**Problem:** In the data below, find each line carrying the string "成德六街" and copy it out.

=== Records to use ===

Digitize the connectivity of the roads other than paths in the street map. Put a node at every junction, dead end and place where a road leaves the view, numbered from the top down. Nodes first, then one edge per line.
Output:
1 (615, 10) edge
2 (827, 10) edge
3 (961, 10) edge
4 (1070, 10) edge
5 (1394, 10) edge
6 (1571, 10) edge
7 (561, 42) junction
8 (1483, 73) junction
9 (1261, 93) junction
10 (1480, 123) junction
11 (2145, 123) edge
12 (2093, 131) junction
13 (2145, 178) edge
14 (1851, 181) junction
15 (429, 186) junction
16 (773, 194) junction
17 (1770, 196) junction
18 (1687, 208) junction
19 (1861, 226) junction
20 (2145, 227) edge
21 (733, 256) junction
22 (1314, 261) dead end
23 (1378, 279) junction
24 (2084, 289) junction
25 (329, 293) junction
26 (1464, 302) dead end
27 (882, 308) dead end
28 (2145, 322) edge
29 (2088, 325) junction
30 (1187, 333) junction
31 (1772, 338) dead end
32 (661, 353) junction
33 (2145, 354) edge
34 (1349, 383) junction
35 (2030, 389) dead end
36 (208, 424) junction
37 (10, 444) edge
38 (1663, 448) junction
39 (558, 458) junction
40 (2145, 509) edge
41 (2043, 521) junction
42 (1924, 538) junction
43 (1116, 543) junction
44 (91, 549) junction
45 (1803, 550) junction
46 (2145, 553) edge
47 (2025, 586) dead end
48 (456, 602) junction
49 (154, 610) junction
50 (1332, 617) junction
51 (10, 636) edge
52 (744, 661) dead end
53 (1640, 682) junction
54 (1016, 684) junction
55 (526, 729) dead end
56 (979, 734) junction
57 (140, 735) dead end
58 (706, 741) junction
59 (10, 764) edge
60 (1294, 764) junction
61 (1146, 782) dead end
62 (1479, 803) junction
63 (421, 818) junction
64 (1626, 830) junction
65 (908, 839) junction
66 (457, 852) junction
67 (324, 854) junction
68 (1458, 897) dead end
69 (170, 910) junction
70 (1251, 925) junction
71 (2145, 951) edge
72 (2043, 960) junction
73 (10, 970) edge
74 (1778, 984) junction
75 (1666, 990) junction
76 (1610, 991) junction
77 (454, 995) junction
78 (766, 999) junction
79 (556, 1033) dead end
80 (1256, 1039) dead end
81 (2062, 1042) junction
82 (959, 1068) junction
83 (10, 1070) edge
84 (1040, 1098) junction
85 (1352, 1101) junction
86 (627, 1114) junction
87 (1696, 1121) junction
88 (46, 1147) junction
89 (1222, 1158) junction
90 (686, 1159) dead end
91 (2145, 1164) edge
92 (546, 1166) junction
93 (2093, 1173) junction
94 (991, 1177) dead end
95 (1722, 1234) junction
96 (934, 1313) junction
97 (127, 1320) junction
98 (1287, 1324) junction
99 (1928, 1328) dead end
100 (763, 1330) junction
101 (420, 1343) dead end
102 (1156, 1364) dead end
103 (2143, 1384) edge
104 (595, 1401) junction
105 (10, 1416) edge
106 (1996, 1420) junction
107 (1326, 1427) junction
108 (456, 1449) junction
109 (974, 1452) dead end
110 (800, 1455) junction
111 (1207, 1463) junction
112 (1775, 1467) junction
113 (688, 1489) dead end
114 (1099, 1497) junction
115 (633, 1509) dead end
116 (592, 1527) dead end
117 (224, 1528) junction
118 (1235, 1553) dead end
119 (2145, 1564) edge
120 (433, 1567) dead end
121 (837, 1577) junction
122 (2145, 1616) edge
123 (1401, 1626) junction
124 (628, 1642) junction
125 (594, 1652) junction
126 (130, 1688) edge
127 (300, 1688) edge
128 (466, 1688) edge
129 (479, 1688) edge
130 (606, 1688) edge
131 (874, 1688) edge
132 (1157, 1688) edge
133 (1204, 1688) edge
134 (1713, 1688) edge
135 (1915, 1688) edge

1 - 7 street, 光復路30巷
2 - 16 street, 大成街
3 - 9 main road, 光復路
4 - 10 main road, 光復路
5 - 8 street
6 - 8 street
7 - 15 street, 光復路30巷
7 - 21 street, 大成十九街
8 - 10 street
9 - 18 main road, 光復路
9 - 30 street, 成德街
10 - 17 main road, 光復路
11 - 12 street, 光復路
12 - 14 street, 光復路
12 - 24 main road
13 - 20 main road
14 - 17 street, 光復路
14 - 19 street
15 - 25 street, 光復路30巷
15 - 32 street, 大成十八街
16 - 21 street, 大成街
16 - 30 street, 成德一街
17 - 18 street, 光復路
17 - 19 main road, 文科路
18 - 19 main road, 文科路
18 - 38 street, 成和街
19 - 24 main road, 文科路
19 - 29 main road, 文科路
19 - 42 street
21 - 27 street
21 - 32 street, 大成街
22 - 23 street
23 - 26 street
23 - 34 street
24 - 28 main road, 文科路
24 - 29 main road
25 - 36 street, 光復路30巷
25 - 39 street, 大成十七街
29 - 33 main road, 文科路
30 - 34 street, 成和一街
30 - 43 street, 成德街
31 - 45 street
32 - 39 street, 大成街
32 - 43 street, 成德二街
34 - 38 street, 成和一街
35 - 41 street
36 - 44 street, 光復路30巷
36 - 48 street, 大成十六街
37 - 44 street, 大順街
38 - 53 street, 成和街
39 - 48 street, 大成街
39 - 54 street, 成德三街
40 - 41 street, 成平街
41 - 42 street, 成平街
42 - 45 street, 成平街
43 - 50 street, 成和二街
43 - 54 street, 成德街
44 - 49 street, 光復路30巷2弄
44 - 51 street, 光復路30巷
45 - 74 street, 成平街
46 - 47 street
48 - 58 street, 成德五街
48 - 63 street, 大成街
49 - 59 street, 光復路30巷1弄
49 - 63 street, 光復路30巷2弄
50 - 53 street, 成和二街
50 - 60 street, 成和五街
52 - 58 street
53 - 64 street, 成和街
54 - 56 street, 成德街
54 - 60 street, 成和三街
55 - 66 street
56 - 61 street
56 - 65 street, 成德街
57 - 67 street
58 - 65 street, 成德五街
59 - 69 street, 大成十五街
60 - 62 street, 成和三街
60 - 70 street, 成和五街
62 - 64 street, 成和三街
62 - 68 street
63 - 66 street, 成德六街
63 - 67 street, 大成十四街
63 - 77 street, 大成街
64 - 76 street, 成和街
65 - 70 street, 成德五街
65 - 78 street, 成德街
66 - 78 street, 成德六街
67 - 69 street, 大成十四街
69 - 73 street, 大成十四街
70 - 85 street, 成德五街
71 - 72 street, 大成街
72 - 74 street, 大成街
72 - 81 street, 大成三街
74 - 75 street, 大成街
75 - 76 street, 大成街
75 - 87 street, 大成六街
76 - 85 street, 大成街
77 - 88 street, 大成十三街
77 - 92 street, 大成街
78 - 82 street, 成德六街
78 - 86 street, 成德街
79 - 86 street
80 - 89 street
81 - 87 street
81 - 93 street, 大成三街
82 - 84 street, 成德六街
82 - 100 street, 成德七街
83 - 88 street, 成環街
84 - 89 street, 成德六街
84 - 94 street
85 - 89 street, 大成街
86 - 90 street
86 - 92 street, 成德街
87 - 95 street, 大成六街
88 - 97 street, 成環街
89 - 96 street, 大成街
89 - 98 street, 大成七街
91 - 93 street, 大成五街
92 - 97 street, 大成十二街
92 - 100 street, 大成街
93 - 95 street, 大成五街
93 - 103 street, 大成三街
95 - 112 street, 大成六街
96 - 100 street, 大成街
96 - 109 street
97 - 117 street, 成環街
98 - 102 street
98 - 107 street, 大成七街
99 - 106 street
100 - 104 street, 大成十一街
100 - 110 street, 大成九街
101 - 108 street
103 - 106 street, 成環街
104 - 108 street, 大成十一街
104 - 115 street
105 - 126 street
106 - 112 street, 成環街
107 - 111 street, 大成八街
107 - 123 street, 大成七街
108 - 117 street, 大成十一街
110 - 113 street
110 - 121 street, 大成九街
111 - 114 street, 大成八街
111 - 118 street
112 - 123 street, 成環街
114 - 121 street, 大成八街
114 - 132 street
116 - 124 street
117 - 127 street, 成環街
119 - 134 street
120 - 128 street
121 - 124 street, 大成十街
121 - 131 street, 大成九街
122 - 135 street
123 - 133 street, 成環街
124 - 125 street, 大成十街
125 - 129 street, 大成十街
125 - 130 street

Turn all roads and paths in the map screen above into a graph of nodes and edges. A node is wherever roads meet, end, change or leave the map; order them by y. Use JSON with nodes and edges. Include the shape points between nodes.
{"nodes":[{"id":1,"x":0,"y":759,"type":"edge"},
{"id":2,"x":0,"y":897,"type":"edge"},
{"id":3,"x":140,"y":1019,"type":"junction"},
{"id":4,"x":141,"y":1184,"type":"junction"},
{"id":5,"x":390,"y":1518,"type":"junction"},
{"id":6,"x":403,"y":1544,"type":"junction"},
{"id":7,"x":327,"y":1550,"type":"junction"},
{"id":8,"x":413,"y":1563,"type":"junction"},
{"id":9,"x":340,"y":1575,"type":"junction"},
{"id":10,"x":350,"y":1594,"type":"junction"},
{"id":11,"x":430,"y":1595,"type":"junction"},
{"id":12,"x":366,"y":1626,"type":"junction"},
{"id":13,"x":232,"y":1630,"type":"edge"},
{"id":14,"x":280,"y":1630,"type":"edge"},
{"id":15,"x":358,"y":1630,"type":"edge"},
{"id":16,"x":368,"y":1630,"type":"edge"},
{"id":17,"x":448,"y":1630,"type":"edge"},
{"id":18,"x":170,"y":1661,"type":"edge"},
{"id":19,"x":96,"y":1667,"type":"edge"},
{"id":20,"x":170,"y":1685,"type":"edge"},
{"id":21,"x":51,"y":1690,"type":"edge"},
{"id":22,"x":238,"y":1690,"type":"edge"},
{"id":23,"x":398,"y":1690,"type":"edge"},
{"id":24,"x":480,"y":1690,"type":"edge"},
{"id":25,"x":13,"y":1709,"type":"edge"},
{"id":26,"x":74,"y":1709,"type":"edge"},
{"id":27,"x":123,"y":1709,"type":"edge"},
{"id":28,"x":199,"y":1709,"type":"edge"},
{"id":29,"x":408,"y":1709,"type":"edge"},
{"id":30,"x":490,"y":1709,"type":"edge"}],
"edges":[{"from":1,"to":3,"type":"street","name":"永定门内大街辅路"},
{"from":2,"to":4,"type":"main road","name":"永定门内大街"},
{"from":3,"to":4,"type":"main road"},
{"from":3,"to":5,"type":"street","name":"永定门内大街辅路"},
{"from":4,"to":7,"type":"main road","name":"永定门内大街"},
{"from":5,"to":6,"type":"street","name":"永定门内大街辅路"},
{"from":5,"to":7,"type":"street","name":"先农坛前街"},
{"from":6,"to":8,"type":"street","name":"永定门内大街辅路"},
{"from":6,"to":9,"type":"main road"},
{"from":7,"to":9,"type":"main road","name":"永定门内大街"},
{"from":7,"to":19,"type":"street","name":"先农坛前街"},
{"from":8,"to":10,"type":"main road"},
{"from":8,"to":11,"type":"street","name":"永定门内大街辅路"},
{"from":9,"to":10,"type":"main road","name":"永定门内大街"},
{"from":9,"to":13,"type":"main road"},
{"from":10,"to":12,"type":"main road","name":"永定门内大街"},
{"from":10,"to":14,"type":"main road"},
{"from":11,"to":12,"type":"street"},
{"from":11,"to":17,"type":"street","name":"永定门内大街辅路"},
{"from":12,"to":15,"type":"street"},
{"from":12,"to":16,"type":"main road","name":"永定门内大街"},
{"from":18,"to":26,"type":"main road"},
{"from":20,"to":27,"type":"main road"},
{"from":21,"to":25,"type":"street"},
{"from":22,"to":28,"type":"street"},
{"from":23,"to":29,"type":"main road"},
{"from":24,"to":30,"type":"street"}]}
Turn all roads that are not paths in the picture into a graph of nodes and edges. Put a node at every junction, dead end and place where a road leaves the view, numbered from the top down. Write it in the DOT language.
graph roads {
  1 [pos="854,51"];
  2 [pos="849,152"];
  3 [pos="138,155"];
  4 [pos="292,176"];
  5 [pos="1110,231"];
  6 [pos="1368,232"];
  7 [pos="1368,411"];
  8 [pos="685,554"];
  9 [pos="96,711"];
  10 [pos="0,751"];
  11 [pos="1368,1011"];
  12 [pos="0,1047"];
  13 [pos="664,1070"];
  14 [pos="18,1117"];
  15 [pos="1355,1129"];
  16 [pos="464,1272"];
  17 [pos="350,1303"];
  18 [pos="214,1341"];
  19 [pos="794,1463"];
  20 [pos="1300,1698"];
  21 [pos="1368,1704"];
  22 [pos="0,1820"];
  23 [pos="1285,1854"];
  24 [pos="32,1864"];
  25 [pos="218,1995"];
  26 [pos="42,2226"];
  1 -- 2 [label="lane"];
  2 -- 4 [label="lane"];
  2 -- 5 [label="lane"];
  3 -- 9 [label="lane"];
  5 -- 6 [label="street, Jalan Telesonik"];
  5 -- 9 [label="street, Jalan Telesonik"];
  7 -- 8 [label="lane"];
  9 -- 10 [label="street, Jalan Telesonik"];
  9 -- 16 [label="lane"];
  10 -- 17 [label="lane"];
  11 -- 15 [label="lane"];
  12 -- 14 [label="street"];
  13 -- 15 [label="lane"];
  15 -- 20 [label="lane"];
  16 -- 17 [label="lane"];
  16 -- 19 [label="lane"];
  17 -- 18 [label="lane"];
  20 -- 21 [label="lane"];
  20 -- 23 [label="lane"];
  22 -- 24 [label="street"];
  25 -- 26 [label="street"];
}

===

**Finished exercise:**
63 - 66 street, 成德六街
66 - 78 street, 成德六街
78 - 82 street, 成德六街
82 - 84 street, 成德六街
84 - 89 street, 成德六街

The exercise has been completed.